Seeing these pictures was a bittersweet thing for me. I have joy, of course, at seeing the youngest picture of my grandpa Archie I’ve ever seen, but I also have a lot of sadness for the entire family. While I was so excited to finally put a face to the stories, censuses and newspaper articles for Glenn, it was also heartbreaking as well. As I was talking to my mom about Glenn, pieces began to fall in place for me. My mom’s dad, Archie, did not have a good relationship with his dad and I guess he told my mom he never had any fond memories of him. Glenn drank a lot and was not always the nicest person to be around. Archie rarely talked about his dad, which might explain why most of what I know about Glenn has been pieced together through scant articles and a few documents from the Boys Industrial School. There are lots of gaps that will likely never be filled in.

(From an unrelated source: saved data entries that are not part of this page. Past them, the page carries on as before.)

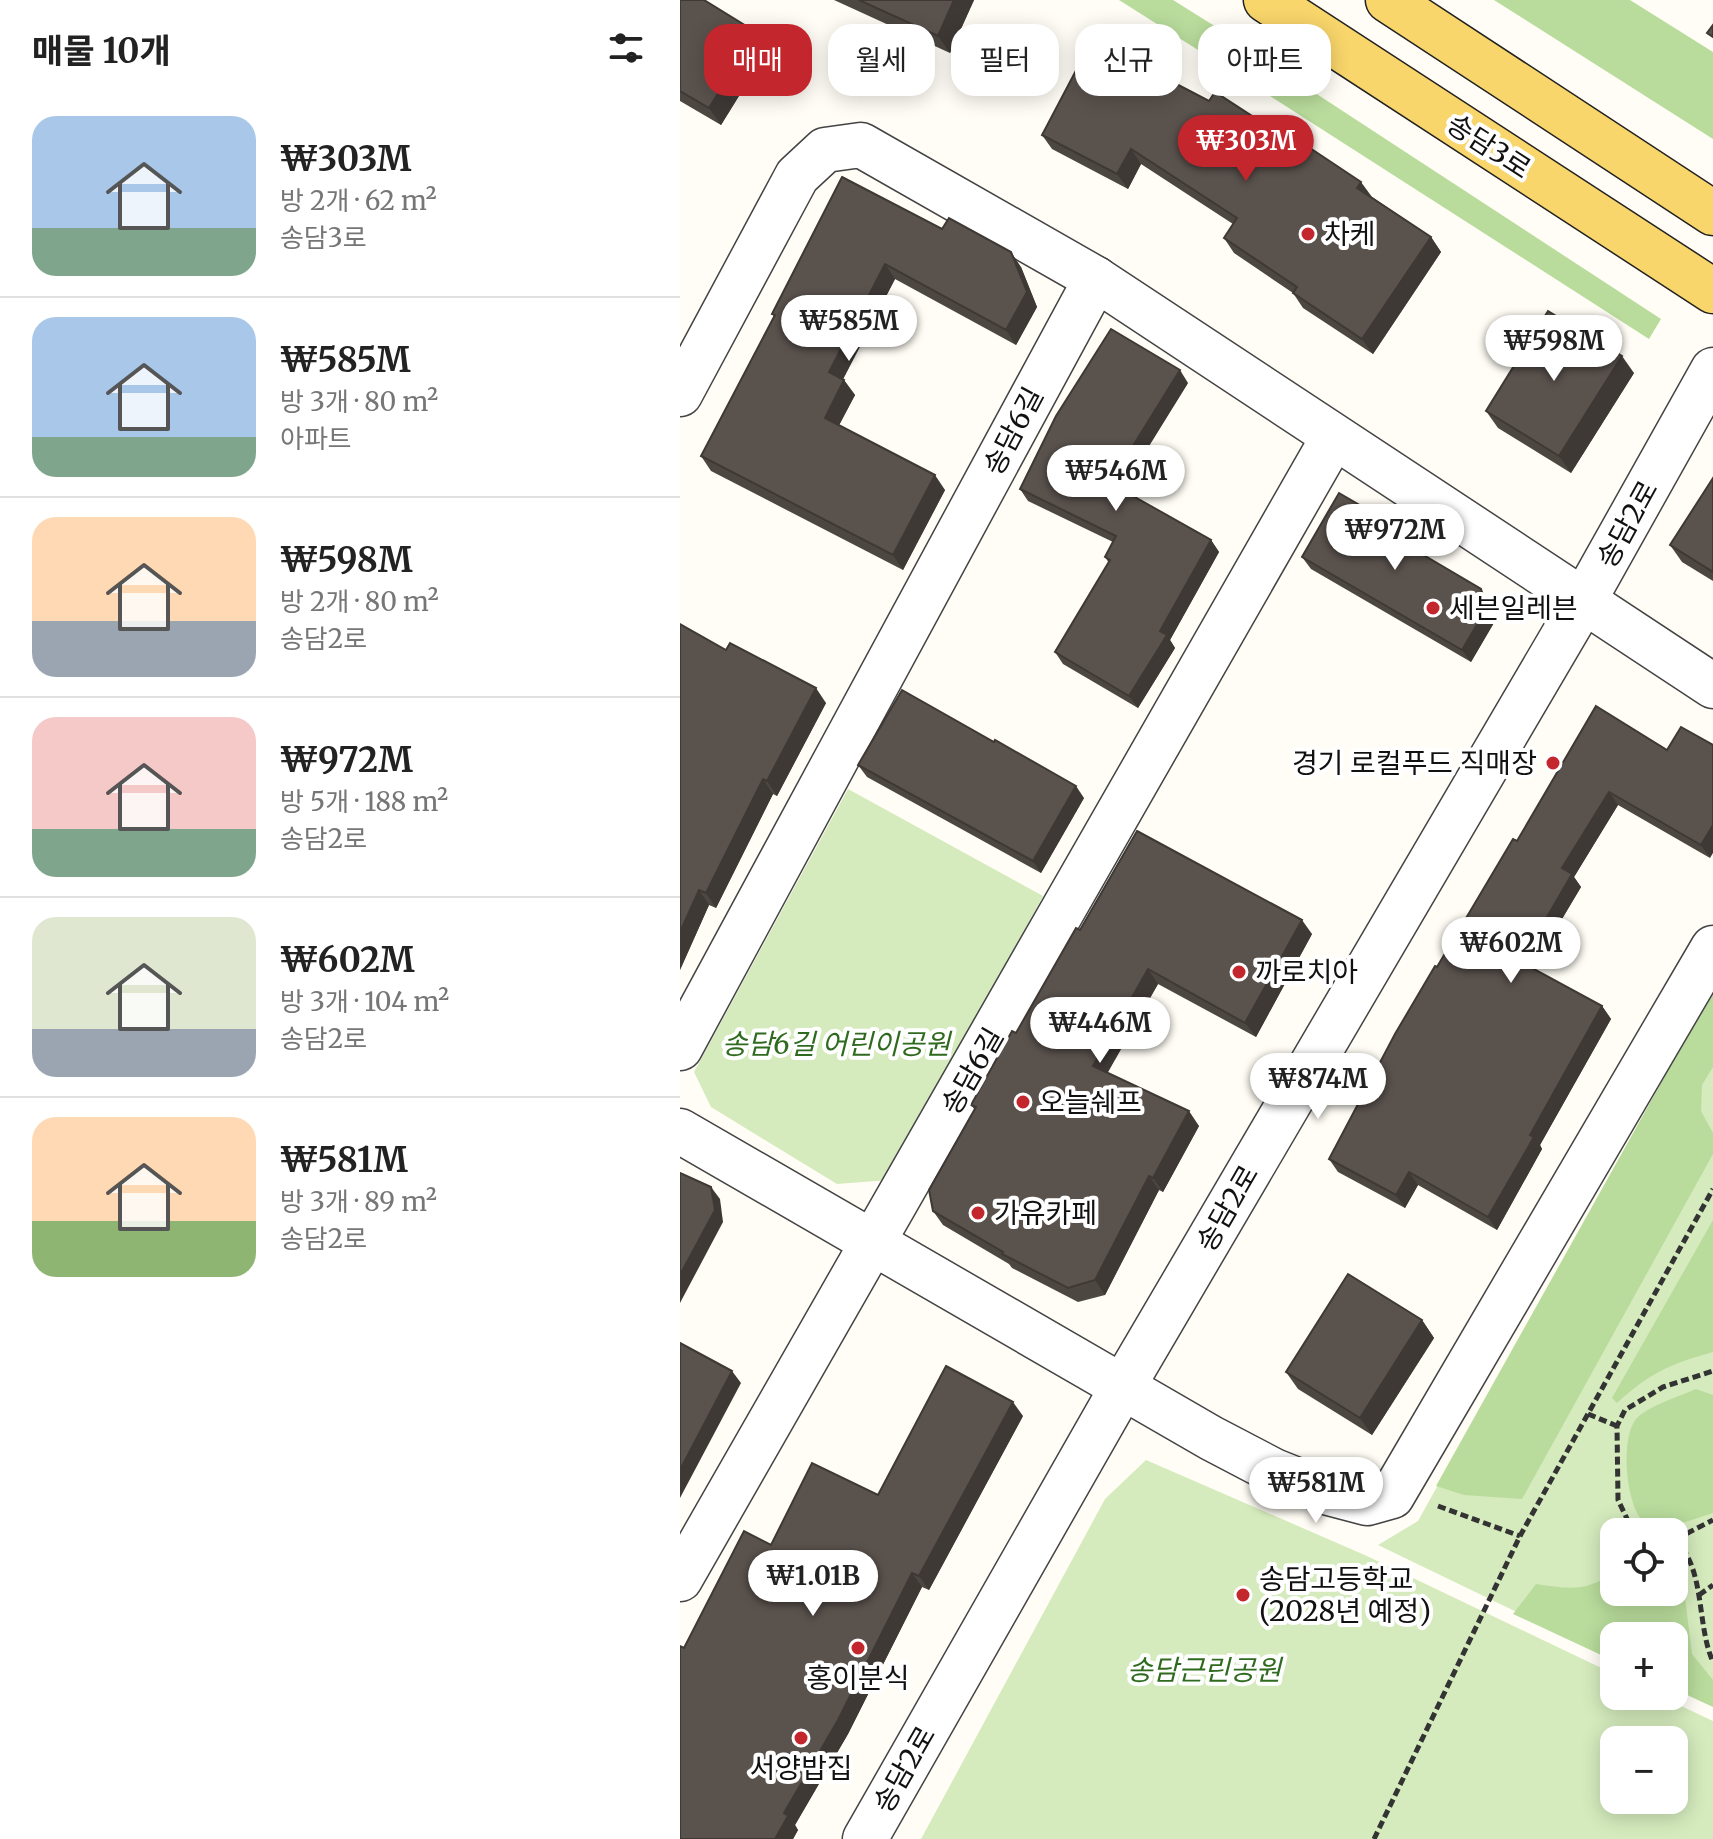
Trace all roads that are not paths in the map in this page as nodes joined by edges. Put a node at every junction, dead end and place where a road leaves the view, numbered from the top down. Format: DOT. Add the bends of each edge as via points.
graph roads {
  1 [pos="1266,0"];
  2 [pos="1388,0"];
  3 [pos="1713,213"];
  4 [pos="1096,279"];
  5 [pos="1713,291"];
  6 [pos="1713,370"];
  7 [pos="680,394"];
  8 [pos="1333,438"];
  9 [pos="1583,602"];
  10 [pos="1713,686"];
  11 [pos="1713,948"];
  12 [pos="680,1048"];
  13 [pos="680,1131"];
  14 [pos="873,1245"];
  15 [pos="1122,1388"];
  16 [pos="680,1579"];
  17 [pos="865,1839"];
  1 -- 5 [label="main road, 송담3로"];
  2 -- 3 [label="main road"];
  4 -- 7 [label="street" via="861,145 825,150 797,176"];
  4 -- 8 [label="street"];
  4 -- 12 [label="street, 송담6길"];
  6 -- 9 [label="street, 송담2로"];
  8 -- 9 [label="street"];
  8 -- 14 [label="street, 송담6길"];
  9 -- 10 [label="street"];
  9 -- 15 [label="street, 송담2로"];
  11 -- 15 [label="street" via="1392,1496 1367,1503 1288,1477"];
  13 -- 14 [label="street"];
  14 -- 15 [label="street"];
  14 -- 16 [label="street, 송담6길"];
  15 -- 17 [label="street, 송담2로"];
}
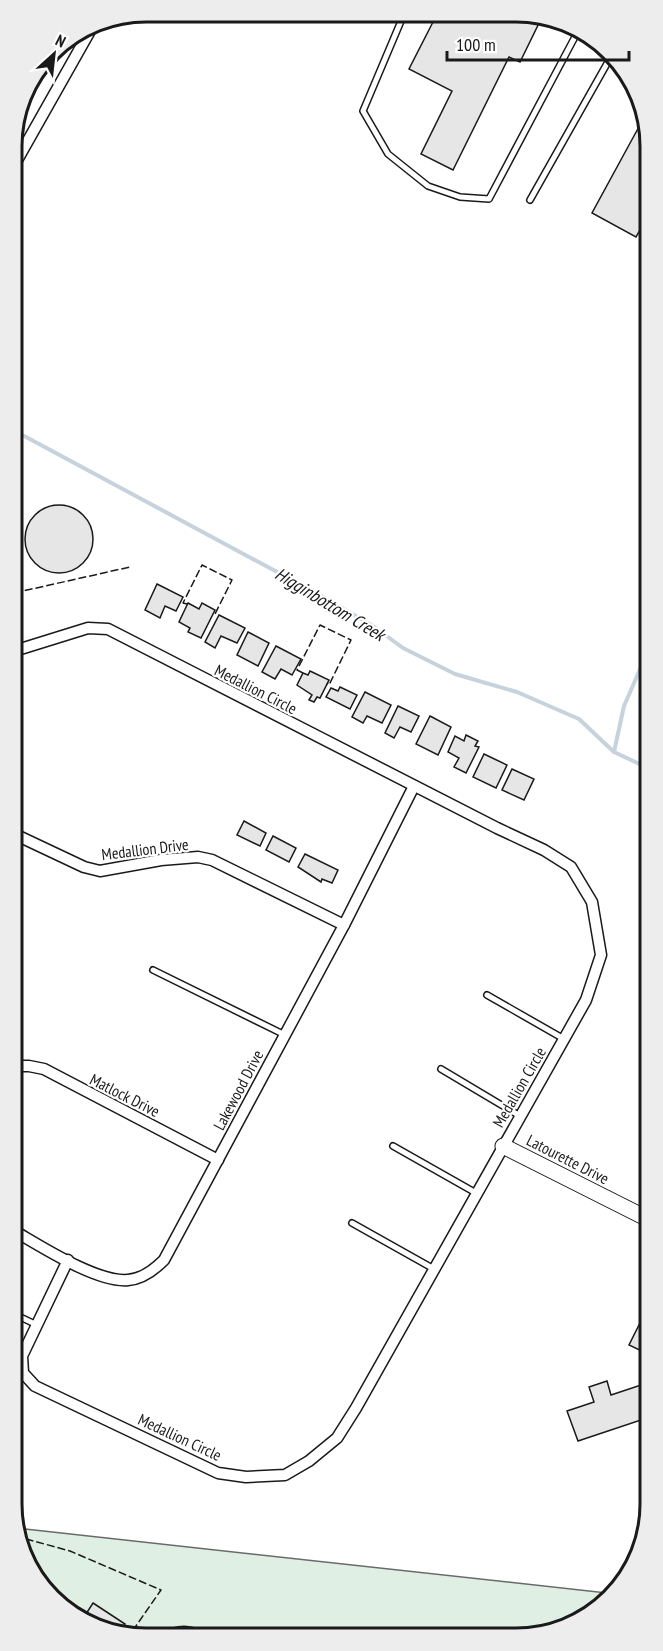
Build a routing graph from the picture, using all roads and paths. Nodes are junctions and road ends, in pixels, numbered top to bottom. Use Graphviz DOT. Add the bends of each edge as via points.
graph roads {
  1 [pos="400,22"];
  2 [pos="575,37"];
  3 [pos="86,38"];
  4 [pos="608,63"];
  5 [pos="23,150"];
  6 [pos="530,200"];
  7 [pos="23,648"];
  8 [pos="414,786"];
  9 [pos="22,838"];
  10 [pos="344,925"];
  11 [pos="153,970"];
  12 [pos="487,995"];
  13 [pos="285,1035"];
  14 [pos="564,1039"];
  15 [pos="22,1066"];
  16 [pos="441,1070"];
  17 [pos="520,1116"];
  18 [pos="393,1146"];
  19 [pos="502,1146"];
  20 [pos="218,1160"];
  21 [pos="476,1193"];
  22 [pos="640,1215"];
  23 [pos="352,1222"];
  24 [pos="22,1235"];
  25 [pos="68,1260"];
  26 [pos="434,1269"];
  27 [pos="22,1317"];
  28 [pos="37,1325"];
  29 [pos="22,1356"];
  30 [pos="22,1378"];
  1 -- 2 [label="lane" via="363,111 388,154 428,186 460,197 489,199"];
  3 -- 5 [label="street"];
  4 -- 6 [label="lane"];
  7 -- 8 [label="street, Medallion Circle" via="88,628 108,629"];
  8 -- 10 [label="street, Lakewood Drive"];
  8 -- 14 [label="street, Medallion Circle" via="571,867 592,902 601,955 586,1000"];
  9 -- 10 [label="street, Medallion Drive" via="100,871 170,859 213,860"];
  10 -- 13 [label="street, Lakewood Drive"];
  11 -- 13 [label="lane"];
  12 -- 14 [label="lane"];
  13 -- 20 [label="street, Lakewood Drive"];
  14 -- 17 [label="street, Medallion Circle"];
  15 -- 20 [label="street, Matlock Drive" via="44,1069"];
  16 -- 17 [label="lane"];
  17 -- 19 [label="street, Medallion Circle"];
  18 -- 21 [label="lane"];
  19 -- 21 [label="street, Medallion Circle"];
  19 -- 22 [label="street, Latourette Drive"];
  20 -- 25 [label="street, Lakewood Drive" via="164,1260 152,1272 119,1280"];
  21 -- 26 [label="street, Medallion Circle"];
  23 -- 26 [label="lane"];
  24 -- 25 [label="street, Lakewood Drive"];
  25 -- 28 [label="street, Medallion Circle"];
  26 -- 30 [label="street, Medallion Circle" via="337,1438 285,1475 218,1473"];
  27 -- 28 [label="lane"];
  28 -- 29 [label="street, Medallion Circle"];
}
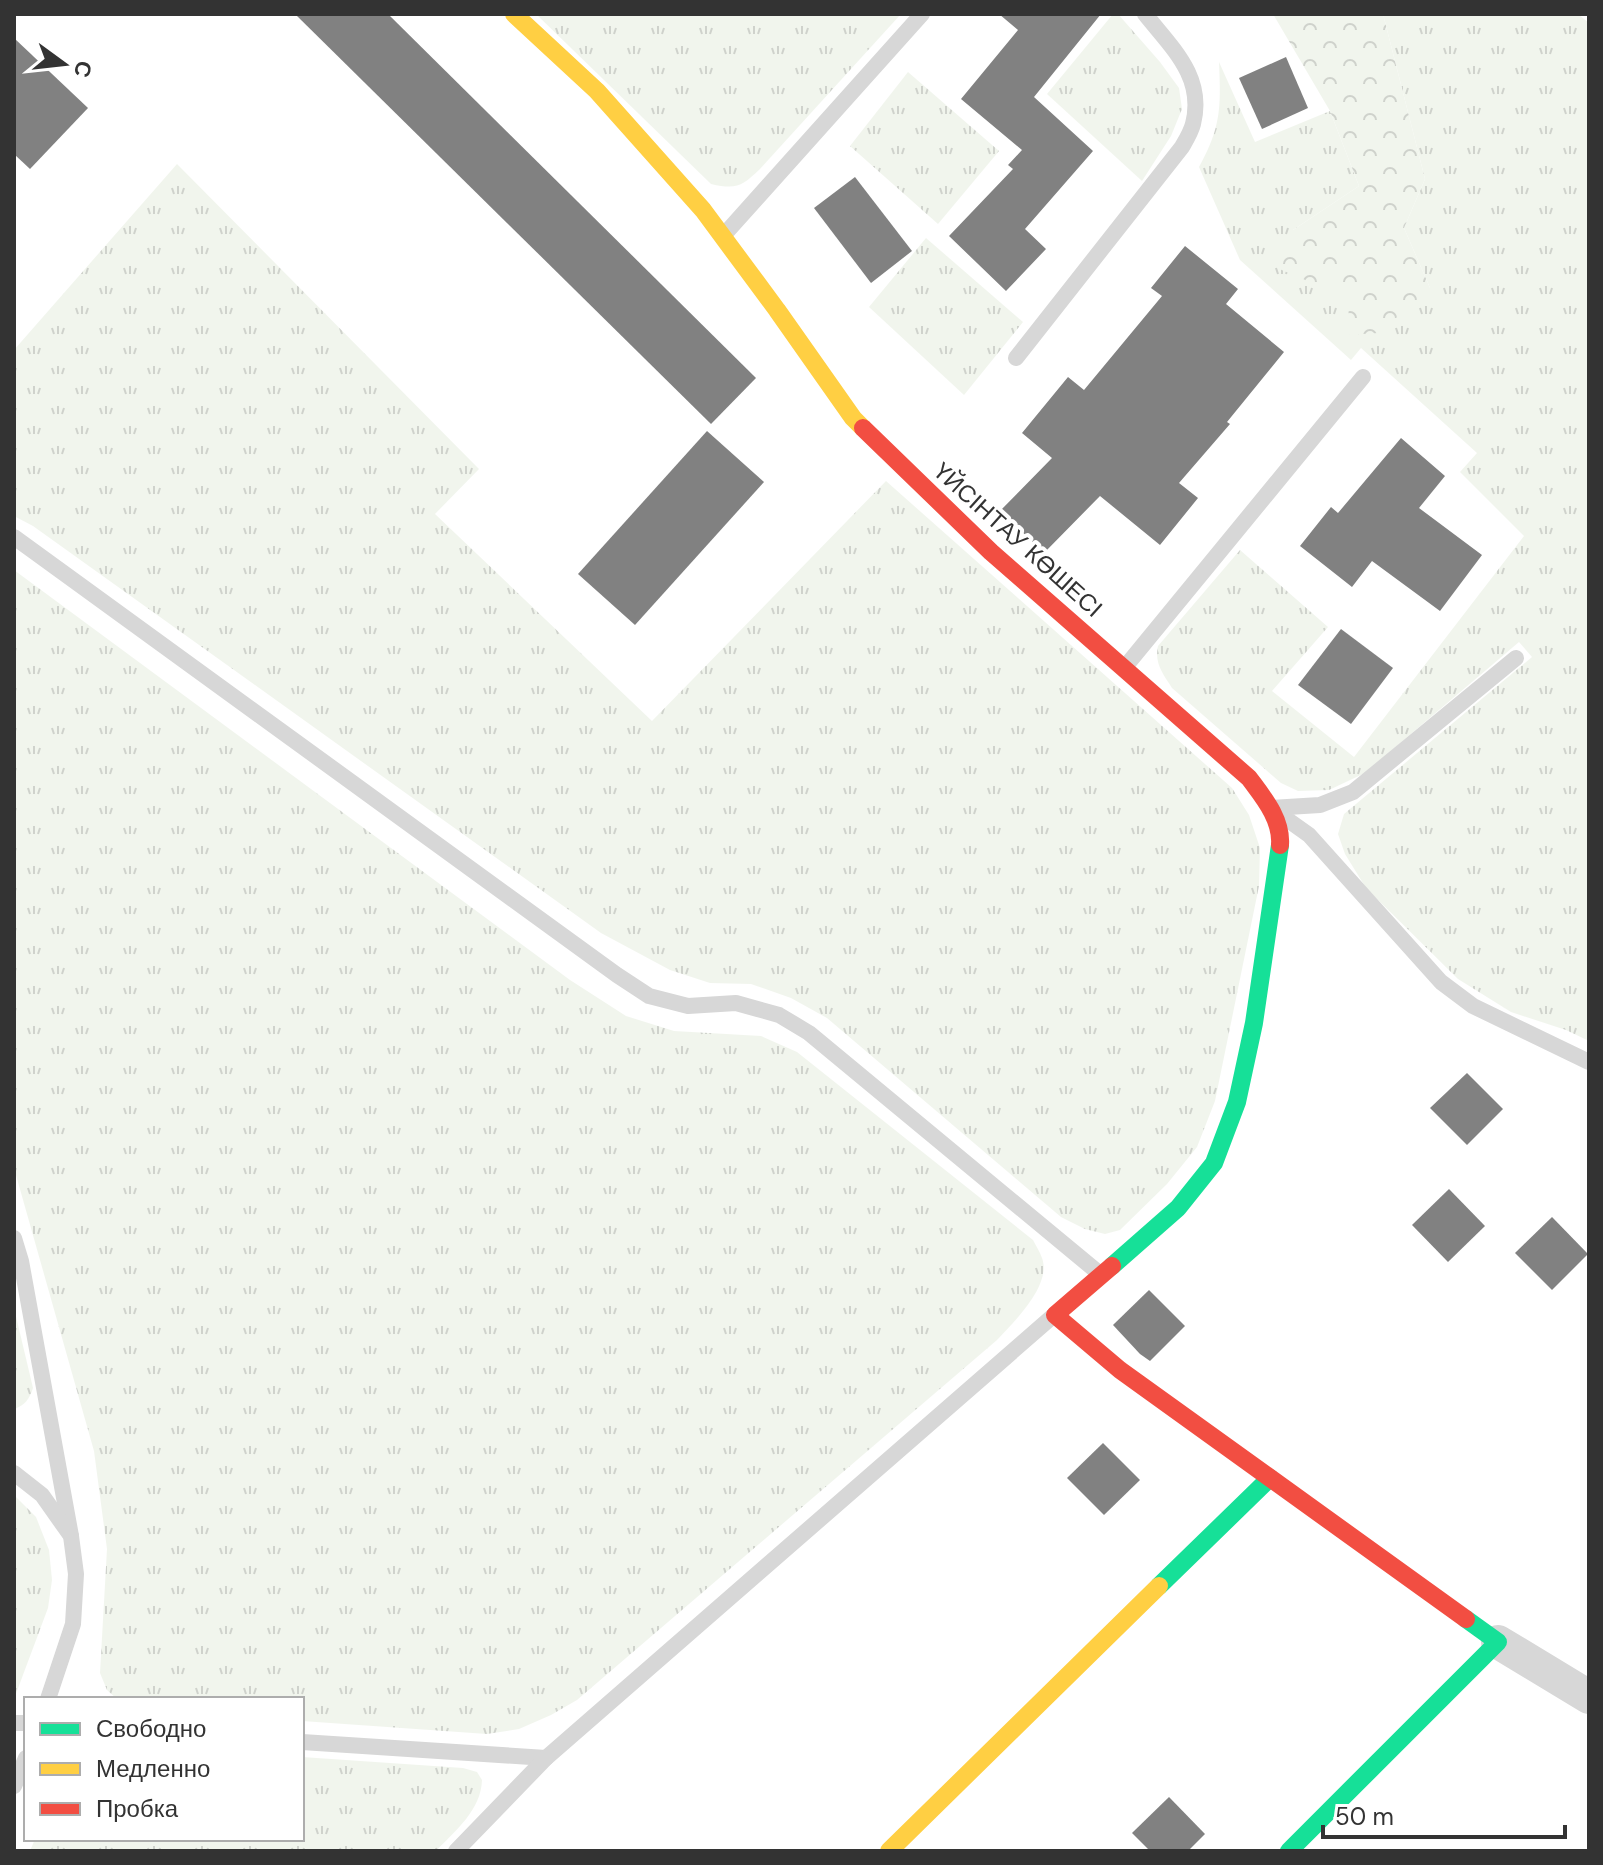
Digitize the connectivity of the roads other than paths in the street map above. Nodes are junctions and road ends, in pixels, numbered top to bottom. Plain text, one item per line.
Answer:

I told my mom that I actually got weepy seeing his pictures – and I did, truly. She was baffled almost when I said I would have liked to have known him. She said “You wouldn’t have gotten any closer to him than anyone else did.” It was hard to explain really but maybe because I know so much about his tragic early years, I also have so much compassion for him and Dale. I was telling my mom that as I stood in front of William’s grave, I had mixed feelings there. I was angry with him because his one choice, his one action that day, changed so many lives in the worst of ways. William’s actions robbed us of time and experiences with Esther (and him)… ripped childhood away from Glenn and Dale… and it trickled down to affect Glenn’s family and even into mine. If Glenn wasn’t a great father, was it really his fault or just another by-product of William’s actions in 1913? I imagine being passed between boy’s homes with no solid, stable male father figure was extremely difficult and confusing during his formative years. And not knowing why your father killed your mother had to be maddening. It’s no wonder Glenn and Dale drank the way they did or had the same terrible endings. They were two lost boys who never seemed to have found their way out of 1913 and that’s why seeing these pictures of him are extremely bittersweet.